== ASSIGNMENT ==
Within the records, say how many lines include the word "Martutene"; the answer should be the number and no more.

*** SOURCE MATERIAL ***

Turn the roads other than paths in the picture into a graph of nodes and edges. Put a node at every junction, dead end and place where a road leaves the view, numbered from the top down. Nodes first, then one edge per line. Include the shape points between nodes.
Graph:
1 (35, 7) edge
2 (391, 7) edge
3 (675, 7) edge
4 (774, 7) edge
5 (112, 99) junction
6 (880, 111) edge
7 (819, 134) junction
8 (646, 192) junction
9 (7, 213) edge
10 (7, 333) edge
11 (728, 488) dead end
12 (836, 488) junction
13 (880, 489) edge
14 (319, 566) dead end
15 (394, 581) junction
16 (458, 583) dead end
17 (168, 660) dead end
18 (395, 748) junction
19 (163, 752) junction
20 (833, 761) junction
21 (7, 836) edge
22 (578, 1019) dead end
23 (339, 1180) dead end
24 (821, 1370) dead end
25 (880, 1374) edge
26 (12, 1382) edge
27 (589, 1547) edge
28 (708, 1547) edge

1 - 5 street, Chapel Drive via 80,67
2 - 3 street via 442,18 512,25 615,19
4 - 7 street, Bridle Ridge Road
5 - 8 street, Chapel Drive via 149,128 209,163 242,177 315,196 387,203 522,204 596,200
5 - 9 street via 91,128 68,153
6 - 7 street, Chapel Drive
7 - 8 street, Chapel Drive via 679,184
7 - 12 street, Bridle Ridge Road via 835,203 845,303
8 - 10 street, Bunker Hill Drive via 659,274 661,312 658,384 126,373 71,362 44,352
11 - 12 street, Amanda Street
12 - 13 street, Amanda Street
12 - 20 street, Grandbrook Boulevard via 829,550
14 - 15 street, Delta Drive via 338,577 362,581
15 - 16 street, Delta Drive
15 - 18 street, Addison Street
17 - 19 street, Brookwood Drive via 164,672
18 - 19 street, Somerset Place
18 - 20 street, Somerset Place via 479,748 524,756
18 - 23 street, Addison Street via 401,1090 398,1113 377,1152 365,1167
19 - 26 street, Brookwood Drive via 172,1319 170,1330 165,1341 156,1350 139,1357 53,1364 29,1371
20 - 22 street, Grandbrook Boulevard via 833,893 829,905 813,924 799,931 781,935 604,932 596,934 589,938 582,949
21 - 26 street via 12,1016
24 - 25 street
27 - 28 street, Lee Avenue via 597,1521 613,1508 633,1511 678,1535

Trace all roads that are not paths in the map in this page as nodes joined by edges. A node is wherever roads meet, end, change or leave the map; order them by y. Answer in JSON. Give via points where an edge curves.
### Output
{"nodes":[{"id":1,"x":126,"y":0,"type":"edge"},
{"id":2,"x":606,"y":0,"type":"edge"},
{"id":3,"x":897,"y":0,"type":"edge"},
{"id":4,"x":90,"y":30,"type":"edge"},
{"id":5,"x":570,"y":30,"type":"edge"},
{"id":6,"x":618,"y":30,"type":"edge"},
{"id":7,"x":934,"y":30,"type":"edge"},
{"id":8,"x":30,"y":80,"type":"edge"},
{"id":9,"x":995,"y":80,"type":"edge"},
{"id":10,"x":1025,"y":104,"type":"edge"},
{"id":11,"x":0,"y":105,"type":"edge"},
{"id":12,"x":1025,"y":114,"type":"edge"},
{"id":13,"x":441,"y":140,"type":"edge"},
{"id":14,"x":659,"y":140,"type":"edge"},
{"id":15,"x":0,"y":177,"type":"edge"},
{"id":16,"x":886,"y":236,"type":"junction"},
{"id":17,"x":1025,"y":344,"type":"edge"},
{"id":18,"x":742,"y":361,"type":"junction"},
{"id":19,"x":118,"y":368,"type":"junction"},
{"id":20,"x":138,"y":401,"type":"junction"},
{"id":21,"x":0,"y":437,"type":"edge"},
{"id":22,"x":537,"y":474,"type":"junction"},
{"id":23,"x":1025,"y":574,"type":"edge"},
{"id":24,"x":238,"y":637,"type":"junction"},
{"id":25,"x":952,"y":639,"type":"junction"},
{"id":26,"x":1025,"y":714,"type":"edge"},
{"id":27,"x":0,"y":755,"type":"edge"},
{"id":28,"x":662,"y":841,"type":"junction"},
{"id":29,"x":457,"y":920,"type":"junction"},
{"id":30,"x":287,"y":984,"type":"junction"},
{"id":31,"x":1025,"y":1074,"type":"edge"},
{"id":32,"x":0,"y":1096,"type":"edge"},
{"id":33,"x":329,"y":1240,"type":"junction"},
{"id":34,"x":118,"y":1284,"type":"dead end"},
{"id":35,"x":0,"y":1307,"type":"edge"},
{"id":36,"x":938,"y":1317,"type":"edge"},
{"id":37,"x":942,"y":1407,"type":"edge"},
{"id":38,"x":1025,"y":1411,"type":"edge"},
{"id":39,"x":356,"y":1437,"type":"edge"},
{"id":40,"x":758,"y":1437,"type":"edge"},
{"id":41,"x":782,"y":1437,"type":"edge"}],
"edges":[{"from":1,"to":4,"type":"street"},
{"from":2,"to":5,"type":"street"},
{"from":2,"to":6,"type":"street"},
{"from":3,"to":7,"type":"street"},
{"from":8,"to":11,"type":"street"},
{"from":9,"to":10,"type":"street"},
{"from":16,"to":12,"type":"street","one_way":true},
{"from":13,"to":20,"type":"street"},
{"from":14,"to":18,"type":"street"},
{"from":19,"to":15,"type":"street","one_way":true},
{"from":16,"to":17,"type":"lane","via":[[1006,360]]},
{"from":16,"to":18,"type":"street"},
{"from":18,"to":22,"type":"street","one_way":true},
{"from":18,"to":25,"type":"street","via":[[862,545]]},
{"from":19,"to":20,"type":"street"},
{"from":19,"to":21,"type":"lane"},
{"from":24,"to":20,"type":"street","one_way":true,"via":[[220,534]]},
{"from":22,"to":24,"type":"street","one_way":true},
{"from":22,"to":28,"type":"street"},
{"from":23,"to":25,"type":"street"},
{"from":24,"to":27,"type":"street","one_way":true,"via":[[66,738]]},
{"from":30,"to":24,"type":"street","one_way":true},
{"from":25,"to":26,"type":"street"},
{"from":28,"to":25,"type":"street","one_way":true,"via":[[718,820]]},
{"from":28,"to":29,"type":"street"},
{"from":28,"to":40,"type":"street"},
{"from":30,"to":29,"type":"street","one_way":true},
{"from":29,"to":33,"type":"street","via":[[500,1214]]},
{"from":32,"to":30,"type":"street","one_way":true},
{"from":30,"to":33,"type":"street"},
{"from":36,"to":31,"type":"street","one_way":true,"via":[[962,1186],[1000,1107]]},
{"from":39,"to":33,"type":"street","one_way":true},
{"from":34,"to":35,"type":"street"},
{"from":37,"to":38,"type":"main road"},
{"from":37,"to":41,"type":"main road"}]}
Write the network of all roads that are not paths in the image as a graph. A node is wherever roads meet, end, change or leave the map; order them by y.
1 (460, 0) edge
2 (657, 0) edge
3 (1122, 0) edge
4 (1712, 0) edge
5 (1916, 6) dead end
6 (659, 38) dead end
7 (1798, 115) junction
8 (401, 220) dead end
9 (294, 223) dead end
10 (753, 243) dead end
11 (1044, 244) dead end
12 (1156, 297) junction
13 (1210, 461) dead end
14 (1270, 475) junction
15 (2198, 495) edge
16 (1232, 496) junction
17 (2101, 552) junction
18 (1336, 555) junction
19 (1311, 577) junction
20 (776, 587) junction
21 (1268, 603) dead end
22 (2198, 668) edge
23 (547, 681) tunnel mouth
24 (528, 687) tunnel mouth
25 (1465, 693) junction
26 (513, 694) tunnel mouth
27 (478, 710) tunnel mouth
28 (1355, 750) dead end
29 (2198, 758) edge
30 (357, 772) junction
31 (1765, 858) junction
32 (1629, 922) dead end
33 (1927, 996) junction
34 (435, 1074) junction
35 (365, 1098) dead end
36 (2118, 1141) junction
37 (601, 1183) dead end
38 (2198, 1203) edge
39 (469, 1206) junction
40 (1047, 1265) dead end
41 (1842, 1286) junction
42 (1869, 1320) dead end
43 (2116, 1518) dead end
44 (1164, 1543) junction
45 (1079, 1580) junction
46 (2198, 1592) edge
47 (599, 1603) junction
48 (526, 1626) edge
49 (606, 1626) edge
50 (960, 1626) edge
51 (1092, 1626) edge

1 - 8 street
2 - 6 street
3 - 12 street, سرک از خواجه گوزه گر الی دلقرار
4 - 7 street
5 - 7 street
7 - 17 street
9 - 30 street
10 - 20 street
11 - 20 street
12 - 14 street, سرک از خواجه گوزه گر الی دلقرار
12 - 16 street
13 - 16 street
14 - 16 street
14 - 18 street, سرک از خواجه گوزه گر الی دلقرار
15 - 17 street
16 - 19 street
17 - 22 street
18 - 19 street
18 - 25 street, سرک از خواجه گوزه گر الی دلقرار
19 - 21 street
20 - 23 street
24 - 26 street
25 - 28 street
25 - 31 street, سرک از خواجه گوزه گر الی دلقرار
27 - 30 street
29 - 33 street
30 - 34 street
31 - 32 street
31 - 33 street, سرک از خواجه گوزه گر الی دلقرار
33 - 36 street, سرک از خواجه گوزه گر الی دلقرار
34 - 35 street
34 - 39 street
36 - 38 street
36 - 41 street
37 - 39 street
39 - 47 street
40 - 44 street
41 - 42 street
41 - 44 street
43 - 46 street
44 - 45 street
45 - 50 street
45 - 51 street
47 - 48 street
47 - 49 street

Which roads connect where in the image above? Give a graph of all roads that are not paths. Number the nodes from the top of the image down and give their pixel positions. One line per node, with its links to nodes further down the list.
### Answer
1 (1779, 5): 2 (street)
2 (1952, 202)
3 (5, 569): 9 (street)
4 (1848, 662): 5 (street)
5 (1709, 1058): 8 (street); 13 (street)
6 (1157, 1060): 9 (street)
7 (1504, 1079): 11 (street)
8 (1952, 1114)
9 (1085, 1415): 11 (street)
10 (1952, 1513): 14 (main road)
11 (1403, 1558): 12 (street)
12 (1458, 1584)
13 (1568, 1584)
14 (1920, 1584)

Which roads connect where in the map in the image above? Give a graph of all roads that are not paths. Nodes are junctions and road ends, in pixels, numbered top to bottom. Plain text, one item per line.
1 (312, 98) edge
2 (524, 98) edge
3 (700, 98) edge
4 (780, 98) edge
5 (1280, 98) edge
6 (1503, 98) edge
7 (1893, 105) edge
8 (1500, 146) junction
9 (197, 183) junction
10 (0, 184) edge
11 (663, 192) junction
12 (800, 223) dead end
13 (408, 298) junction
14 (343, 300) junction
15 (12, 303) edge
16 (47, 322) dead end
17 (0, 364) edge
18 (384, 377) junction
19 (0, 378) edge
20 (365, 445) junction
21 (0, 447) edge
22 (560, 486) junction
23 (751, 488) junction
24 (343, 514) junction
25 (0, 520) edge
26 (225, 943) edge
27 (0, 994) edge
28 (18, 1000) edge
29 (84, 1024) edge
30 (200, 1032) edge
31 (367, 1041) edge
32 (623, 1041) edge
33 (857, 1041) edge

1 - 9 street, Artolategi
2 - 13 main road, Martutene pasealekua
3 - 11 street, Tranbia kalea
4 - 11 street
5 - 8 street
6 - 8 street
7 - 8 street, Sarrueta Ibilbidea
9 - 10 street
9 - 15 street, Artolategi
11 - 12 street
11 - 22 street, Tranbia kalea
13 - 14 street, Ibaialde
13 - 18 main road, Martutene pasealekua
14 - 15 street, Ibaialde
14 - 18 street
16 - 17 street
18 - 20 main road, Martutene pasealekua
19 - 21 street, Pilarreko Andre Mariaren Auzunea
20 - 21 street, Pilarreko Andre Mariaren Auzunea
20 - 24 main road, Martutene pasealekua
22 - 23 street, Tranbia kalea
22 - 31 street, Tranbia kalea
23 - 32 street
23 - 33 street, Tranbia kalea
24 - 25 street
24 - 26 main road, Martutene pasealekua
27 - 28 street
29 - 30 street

*** End of SOURCE MATERIAL ***

== ANSWER TO THIS PROBLEM ==
5